Lagos automobile dealers protest sealing of businesses by Customs

AUTOMOBILE dealers under the aegis of Automobile Dealers Friends Association on Monday protested the sealing of their businesses by the Nigerian Customs Service (NCS) as a result of a crackdown on cars suspected to have been smuggled through the land borders.

The News Agency of Nigeria (NAN) reports that over 100 protesting members of the Association had from 10am walked from Awolowo Road Ikeja to the State House of Assembly.

They stopped at the office of the Federal Operations Unit of the NCS at Mobolaji Bank Anthony Way, Ikeja protesting the crackdown which began on Sep. 30. The protest ended at 2.56pm.

The protesters carried placards with various inscriptions such as “Customs we are not smiling, we are tired since September 30, 2019,” “Enough of the injustice, unseal our shops,” “Customs, come and take the smuggled vehicles you collected duty on.”
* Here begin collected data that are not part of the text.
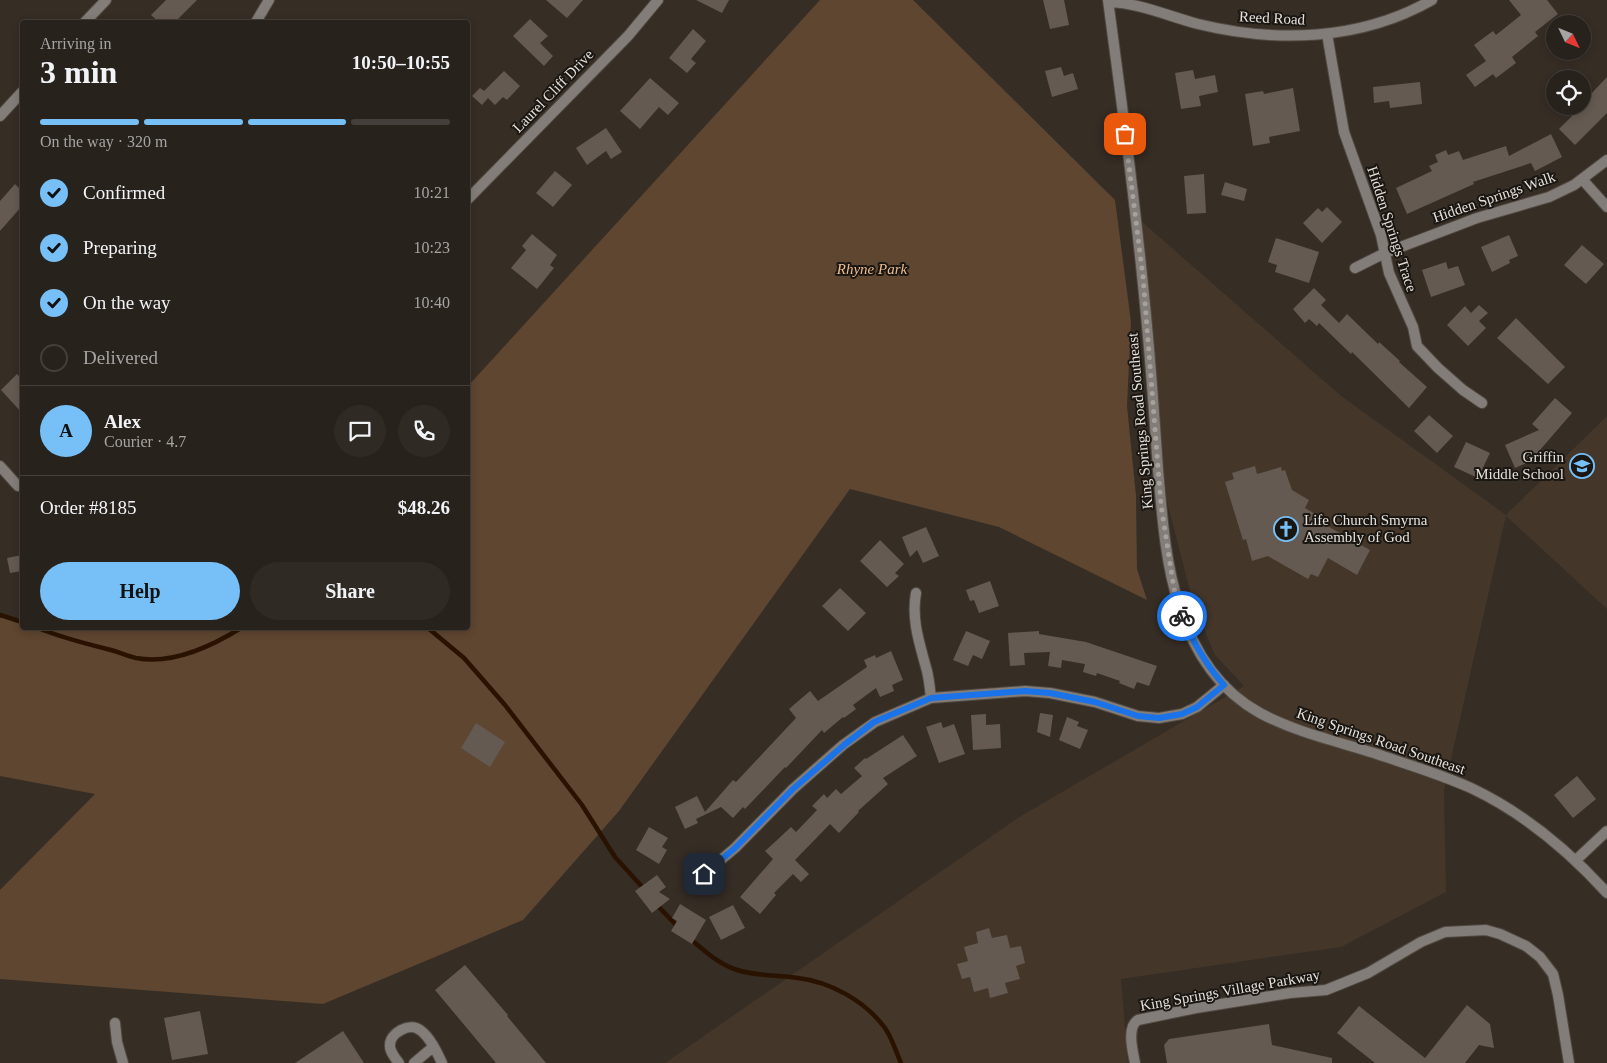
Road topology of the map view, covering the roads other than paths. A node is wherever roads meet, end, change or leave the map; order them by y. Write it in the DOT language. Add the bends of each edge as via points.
graph roads {
  1 [pos="106,0"];
  2 [pos="269,0"];
  3 [pos="658,0"];
  4 [pos="1432,0"];
  5 [pos="1109,1"];
  6 [pos="87,20"];
  7 [pos="257,20"];
  8 [pos="1328,34"];
  9 [pos="20,94"];
  10 [pos="0,116"];
  11 [pos="1607,160"];
  12 [pos="1582,179"];
  13 [pos="470,197"];
  14 [pos="1607,207"];
  15 [pos="1384,253"];
  16 [pos="1355,268"];
  17 [pos="1482,403"];
  18 [pos="0,466"];
  19 [pos="18,486"];
  20 [pos="916,593"];
  21 [pos="1224,685"];
  22 [pos="931,698"];
  23 [pos="1607,831"];
  24 [pos="1576,860"];
  25 [pos="704,874"];
  26 [pos="1607,893"];
  27 [pos="115,1023"];
  28 [pos="433,1046"];
  29 [pos="123,1063"];
  30 [pos="399,1063"];
  31 [pos="414,1063"];
  32 [pos="442,1063"];
  33 [pos="1135,1063"];
  34 [pos="1569,1063"];
  1 -- 6 [label="street"];
  2 -- 7 [label="street"];
  3 -- 13 [label="street, Laurel Cliff Drive" via="628,36"];
  4 -- 8 [label="street, Reed Road" via="1375,24"];
  5 -- 8 [label="street, Reed Road" via="1246,33 1274,36"];
  5 -- 21 [label="street, King Springs Road Southeast" via="1143,277 1166,548 1174,589 1189,632 1203,660"];
  8 -- 15 [label="street, Hidden Springs Trace" via="1344,132 1373,211"];
  9 -- 10 [label="street"];
  11 -- 12 [label="street, Hidden Springs Walk"];
  12 -- 14 [label="street"];
  12 -- 15 [label="street, Hidden Springs Walk" via="1549,197 1477,218"];
  15 -- 16 [label="street, Hidden Springs Walk"];
  15 -- 17 [label="street, Hidden Springs Trace" via="1398,297 1413,327 1417,346 1463,390"];
  18 -- 19 [label="street"];
  20 -- 22 [label="street" via="916,624"];
  21 -- 22 [label="street" via="1197,707 1182,714 1159,718 1031,691"];
  21 -- 24 [label="street, King Springs Road Southeast" via="1248,706 1291,727 1420,768 1473,789 1533,825"];
  22 -- 25 [label="street" via="874,722 844,745"];
  23 -- 24 [label="street"];
  24 -- 26 [label="street, King Springs Road Southeast"];
  27 -- 29 [label="street"];
  28 -- 30 [label="street" via="420,1030 413,1027 403,1029 390,1041"];
  28 -- 31 [label="street"];
  28 -- 32 [label="street"];
  33 -- 34 [label="street, King Springs Village Parkway" via="1132,1026 1138,1020 1196,1008 1326,990 1368,973 1421,942 1445,932 1468,930 1486,930 1526,946 1553,974"];
}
At the NCS office, Mr Morgan Ogbede, the Chairman of the Association and other executives engaged in a closed-door meeting with Mr Mohammed Aliyu, the Comptroller, Federal Operations Unit Zone A and other officials of the NCS.
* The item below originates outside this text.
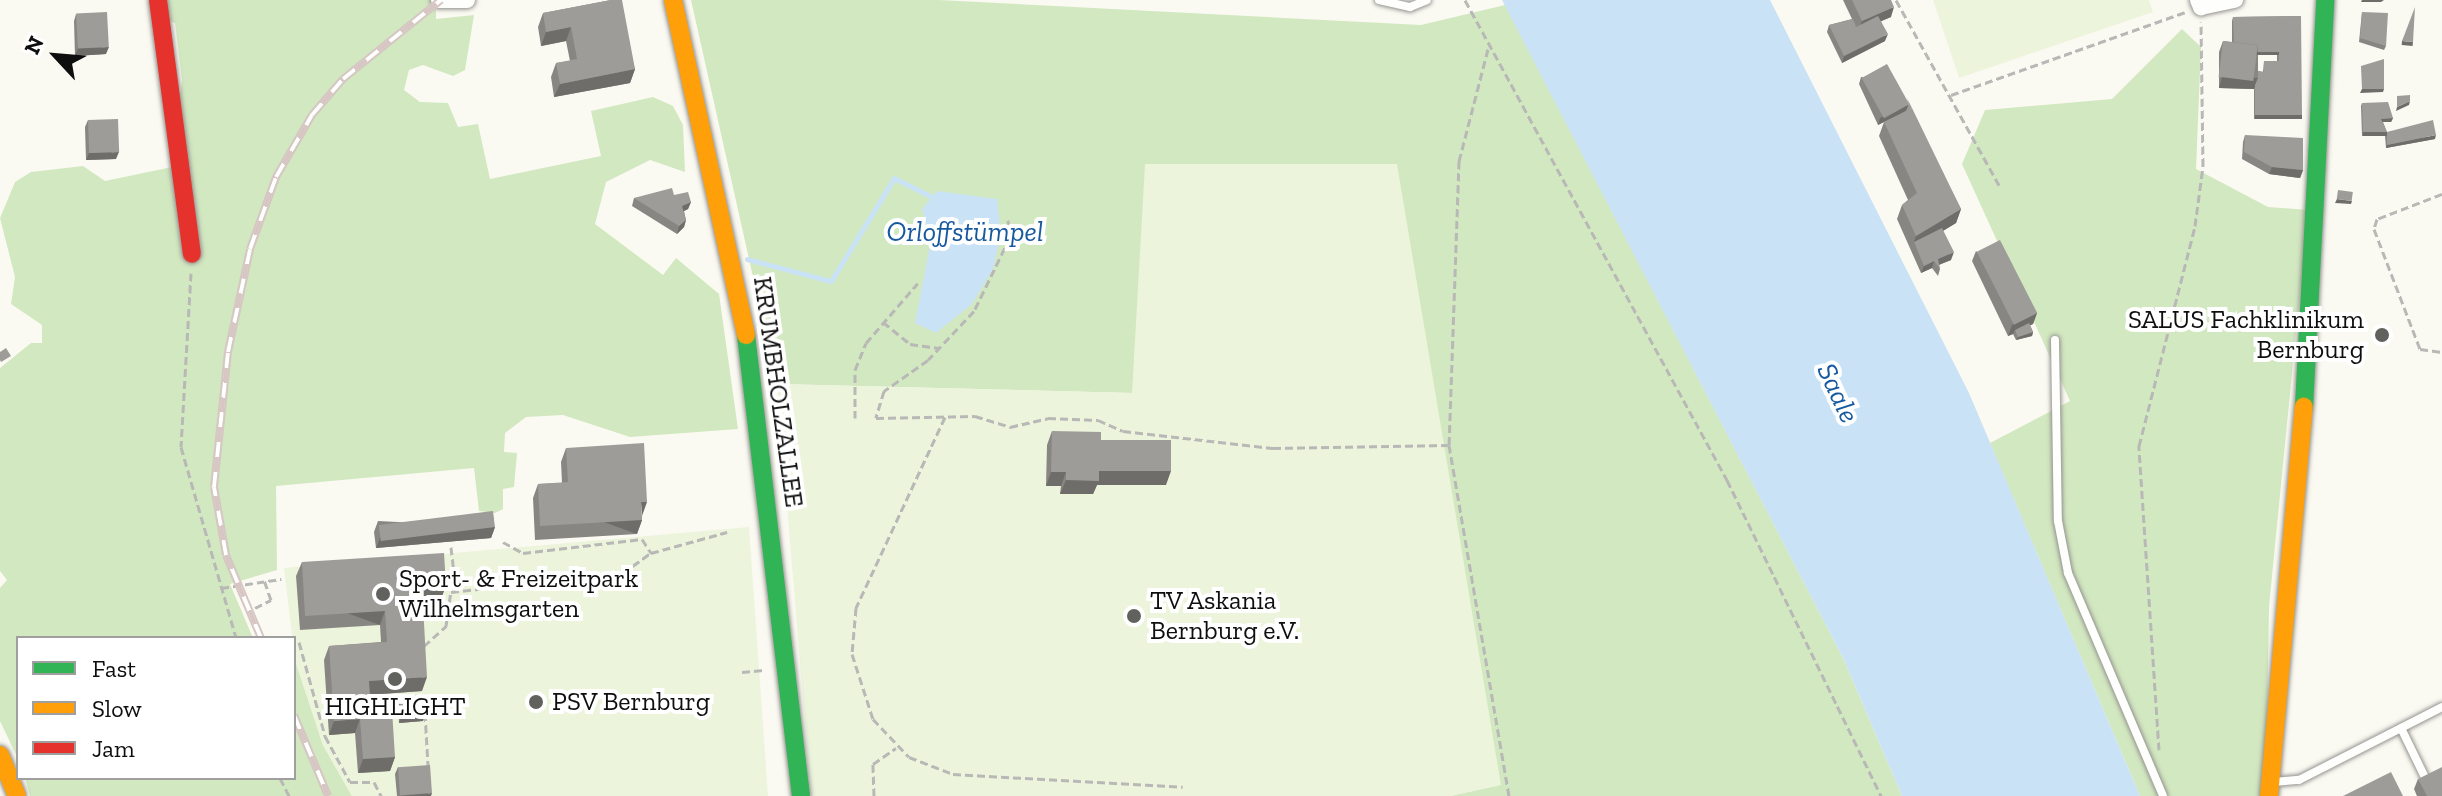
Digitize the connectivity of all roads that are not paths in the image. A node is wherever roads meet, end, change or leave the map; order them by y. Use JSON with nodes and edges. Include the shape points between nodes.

At the end of the meeting, Aliyu addressed the protesters telling them that their grievances will be addressed.

Speaking to NAN, Ogbede gave an insight into his meetings with officials of the House of Assembly and the NCS.
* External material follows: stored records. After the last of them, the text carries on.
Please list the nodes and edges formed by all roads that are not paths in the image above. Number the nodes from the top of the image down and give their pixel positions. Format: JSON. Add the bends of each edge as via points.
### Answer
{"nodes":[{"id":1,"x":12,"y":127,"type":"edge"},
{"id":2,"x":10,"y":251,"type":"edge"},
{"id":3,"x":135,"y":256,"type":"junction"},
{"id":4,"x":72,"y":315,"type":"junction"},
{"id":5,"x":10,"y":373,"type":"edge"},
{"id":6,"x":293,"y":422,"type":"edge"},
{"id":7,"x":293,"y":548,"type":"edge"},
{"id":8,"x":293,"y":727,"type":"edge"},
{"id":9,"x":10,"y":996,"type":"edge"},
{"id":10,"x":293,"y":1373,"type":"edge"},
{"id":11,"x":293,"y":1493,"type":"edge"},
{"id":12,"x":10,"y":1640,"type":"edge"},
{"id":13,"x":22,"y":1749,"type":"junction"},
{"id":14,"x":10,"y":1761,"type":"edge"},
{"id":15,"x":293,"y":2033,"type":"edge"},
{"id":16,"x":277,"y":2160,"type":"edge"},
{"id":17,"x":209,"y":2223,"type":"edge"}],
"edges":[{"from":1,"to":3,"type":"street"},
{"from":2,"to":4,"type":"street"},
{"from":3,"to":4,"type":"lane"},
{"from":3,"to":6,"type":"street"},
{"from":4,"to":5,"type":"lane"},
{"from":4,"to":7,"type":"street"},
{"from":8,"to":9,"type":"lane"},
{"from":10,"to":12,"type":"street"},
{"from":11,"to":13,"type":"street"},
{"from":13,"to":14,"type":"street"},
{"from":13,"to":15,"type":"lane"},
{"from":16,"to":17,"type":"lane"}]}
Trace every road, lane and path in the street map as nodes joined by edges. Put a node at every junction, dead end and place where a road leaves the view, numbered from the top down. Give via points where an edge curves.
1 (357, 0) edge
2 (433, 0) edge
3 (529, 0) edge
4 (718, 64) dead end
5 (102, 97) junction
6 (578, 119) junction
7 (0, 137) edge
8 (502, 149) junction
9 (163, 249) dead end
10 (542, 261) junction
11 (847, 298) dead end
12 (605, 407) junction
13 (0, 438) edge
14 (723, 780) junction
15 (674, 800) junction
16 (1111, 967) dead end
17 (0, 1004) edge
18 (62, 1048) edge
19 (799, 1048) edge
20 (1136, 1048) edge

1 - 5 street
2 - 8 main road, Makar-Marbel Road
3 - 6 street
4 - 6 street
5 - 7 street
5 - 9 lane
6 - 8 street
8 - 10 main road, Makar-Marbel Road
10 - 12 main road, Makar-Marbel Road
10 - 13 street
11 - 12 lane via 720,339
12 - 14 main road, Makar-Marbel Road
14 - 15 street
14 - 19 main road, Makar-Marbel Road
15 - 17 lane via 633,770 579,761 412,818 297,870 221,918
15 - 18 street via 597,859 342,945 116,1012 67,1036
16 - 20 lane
He said the NCS had promised to unseal their shops if the required duties were paid on allegedly smuggled cars.

“The State House of Assembly said that they will bring our petition to the notice of the Nigerian Customs Service and communicate back to us for a lasting resolution of the issues.

“At the Federal Operations Unit of the NCS, the Comptroller, Mr Mohammed Aliyu told us that if we know we have any smuggled cars in our lot, that we should come forward and make payment.

“If we do not have, he will be able to assist us in opening our shops pending when they will resolve the issues with the additional payments from already cleared cars from the Abuja office.”

Ogbede said he was satisfied with the consensus reached by the Association and the NCS.

He said that Aliyu was also informed about other challenges faced by the automobile dealers.

“Apart from the closure of our shops, we told them about the issues of harassment, intimidation and extortion on our customers using the eastern roads outside Lagos.

“Aliyu said when we get to Abuja, we should lay the complaints to the Comptroller-General of the NCS as it will be very risky leaving the road unmanned,” he said.

Ogbede also said that the Association still intended to file a suit in court demanding compensation for the various losses its members had suffered as a result of the closure of their shops two months ago.